If you read the linked post, it explains in more detail why I changed the date. To summarize, there were so many bad memories attached to my birthday and to all the following holidays that my body was lapsing into depressive states with no outward stimuli. I needed it to stop.

Since I made the decision to change my birthday this season has felt entirely different. I can handle it. I enjoy it. When I say I changed my birthday, I do not mean that I rescheduled it. I went through a 24-30 month process, including a rebirth ritual with an old friend acting as High Priestess. I made offerings to the Fates, petitioning for a reweaving of mine.

They all said yes.

In my case, they seemed happy to do it. I’m not so sure how they’d react for other people.

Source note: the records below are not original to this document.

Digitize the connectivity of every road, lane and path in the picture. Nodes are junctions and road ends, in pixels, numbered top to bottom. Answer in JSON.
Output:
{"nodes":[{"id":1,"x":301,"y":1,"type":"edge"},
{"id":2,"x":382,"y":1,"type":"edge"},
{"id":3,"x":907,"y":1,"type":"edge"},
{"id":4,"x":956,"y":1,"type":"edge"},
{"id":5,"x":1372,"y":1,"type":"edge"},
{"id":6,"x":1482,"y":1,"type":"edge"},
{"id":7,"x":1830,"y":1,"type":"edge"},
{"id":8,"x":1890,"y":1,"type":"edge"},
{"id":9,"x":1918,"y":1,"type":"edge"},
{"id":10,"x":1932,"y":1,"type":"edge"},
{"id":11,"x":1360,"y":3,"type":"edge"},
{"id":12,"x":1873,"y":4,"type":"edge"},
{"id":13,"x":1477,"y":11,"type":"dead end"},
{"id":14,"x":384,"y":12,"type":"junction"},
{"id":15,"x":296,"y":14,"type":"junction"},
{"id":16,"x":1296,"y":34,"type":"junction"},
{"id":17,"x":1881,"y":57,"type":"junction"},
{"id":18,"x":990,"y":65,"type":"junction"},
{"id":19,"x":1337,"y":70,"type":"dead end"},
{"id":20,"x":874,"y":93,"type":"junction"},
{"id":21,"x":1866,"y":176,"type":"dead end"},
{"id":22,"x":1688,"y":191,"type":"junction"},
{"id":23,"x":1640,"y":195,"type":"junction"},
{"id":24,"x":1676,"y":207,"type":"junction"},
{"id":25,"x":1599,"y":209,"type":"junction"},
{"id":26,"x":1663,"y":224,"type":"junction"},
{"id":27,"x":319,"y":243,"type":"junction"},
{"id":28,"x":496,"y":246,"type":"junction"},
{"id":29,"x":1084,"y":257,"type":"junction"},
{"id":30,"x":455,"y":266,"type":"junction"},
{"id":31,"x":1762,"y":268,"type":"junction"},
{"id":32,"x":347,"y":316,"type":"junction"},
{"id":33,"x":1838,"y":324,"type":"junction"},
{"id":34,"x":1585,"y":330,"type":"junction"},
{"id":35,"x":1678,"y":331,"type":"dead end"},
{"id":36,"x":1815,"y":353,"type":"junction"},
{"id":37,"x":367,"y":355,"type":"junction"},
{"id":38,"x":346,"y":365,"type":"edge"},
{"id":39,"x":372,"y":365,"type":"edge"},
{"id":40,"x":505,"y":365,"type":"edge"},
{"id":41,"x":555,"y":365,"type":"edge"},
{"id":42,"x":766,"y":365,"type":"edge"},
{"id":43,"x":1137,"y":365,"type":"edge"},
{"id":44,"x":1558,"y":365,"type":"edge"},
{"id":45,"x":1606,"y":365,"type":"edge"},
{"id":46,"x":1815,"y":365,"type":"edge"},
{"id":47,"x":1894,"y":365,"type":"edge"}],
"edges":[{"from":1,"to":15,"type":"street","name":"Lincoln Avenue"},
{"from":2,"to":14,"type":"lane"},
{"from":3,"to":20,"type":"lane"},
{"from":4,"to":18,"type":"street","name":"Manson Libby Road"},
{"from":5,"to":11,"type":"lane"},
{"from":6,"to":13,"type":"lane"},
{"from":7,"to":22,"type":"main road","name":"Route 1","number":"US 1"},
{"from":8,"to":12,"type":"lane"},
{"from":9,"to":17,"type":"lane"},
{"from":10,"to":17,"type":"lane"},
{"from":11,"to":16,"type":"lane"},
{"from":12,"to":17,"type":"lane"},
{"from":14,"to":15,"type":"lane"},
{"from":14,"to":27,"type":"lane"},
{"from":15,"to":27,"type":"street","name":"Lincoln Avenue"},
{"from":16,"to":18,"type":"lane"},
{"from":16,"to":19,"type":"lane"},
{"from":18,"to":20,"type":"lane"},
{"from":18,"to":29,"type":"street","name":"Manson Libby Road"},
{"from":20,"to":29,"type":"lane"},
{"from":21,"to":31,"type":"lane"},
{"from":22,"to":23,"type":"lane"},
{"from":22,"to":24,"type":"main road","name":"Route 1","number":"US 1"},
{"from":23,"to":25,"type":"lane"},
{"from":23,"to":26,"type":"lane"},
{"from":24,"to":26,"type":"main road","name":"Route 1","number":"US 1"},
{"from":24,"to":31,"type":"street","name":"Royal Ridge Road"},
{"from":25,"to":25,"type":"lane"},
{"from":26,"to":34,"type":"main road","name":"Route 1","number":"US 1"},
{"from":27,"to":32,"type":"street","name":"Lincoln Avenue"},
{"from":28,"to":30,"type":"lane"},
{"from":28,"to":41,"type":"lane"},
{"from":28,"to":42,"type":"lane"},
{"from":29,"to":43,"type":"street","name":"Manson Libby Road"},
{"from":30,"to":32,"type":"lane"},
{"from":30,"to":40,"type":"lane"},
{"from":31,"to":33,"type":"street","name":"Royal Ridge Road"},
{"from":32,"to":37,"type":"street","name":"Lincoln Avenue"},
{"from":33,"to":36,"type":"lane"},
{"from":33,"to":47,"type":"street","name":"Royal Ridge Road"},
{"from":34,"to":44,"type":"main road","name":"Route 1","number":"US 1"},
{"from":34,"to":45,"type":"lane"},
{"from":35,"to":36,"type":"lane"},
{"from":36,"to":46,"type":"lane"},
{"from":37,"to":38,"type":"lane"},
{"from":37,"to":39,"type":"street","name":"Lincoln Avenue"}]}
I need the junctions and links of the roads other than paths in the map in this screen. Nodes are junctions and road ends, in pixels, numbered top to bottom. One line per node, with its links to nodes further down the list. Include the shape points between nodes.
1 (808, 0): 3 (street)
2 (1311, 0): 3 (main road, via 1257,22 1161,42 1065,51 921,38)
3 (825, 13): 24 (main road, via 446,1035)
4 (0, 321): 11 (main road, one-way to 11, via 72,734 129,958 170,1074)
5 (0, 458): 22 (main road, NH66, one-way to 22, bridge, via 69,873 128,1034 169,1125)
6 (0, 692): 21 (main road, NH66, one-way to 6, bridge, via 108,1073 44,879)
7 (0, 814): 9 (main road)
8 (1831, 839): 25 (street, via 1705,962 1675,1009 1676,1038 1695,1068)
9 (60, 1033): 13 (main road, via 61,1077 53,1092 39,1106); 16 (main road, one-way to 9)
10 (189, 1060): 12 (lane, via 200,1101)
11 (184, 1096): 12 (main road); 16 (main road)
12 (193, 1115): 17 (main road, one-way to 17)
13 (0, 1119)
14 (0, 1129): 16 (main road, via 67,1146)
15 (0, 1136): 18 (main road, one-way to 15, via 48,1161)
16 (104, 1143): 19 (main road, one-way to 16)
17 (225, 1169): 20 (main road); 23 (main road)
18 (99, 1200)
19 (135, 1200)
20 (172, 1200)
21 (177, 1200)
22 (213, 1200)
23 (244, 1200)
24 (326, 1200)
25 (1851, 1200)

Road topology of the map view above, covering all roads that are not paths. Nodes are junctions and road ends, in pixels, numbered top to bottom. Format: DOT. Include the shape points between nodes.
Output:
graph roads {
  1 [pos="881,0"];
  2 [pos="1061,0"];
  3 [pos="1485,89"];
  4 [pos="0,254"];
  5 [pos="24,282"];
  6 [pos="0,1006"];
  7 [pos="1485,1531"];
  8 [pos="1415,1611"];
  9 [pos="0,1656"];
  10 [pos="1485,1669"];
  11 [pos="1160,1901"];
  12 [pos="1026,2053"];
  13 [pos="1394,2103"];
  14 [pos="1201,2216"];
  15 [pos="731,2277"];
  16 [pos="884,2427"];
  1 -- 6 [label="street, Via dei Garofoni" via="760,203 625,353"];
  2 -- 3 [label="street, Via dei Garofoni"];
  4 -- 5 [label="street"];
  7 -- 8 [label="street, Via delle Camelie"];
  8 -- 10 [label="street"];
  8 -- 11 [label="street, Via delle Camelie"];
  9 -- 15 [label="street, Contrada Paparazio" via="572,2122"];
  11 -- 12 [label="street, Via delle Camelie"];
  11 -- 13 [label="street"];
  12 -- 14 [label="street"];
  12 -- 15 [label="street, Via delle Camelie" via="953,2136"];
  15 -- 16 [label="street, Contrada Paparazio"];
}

Basically, I’ve gone from being a Scorpio to being a Leo. It’s been superbly effective. I still have all the same psychic peccadilloes at a much lower intensity, and the psychological ones are fading, correcting…finally actually healing. Since the rebirth I can access my memories without reliving them – something that had become quite debilitating. The memories are still there. I still need them. But they won’t overtake me when I’m trying to go about my day, or clean out my fridge, or have coffee with a friend, or in the middle of a dance floor. Scorpio is still in my chart somewhere, and I think my old ascendant of Aquarius is in there somewhere, too. I’ve switched the place of the sun and the moon in the structure of my soul, and now the shadows don’t cause me to stumble. All of the power but so much less pain.

There have been personality changes; it’s hard to see those from inside. I can get a glimpse of it from the way my relationships have adjusted externally. I don’t struggle when it’s time to let someone go. I am not as wary of new people approaching me (although, as recent incidents reveal, might be something I need to adjust for.) I’ve finally, finally stopped pushing people away. Things with Mike have changed – even at our worst, we’ve always been good together, but something about the efforts of this particular change has prompted him to transition from at-best borderline tolerance of my religious practices to straightforward support. I’d never expect participation from him, and I’m pretty sure I wouldn’t want it – having a loving primary partner who is not in any way magical is a very good thing for me. My introversion/extroversion bar has shifted slightly, but not all that much – I still need more energy from quiet time than I do from heavy interaction.

This move, as compared to my last major transplant move to Minneapolis in 2002, is actually a pretty good baseline. I do actually know what’s happening on a symptom level this time – and I at least know what’s wrong with me when I break out in hives this time. I feel no compunction to pretend I have it all together this time. I’ve just made a cross country move in the middle of things happening in my career and in the middle of a long-term medical treatment. I don’t need to put a good face on it, or hide my feelings. That was the hardest part of being a Scorpio: all that venom circulating in my system. I didn’t try to use it on anyone else unless I felt my hand was forced, but when it didn’t get used, it turned on me.

Wait…so if I’m a Leo sun with a Scorpio ascendant, does that make me a manticore?

For those that worry about such things – I’m just as sexy. It’s just not that hyper-intense Goth sexy. According to one male friend, other women my age can still be girls but not me. I’m a woman. (his italics, not mine.) The Goddess is very present in me.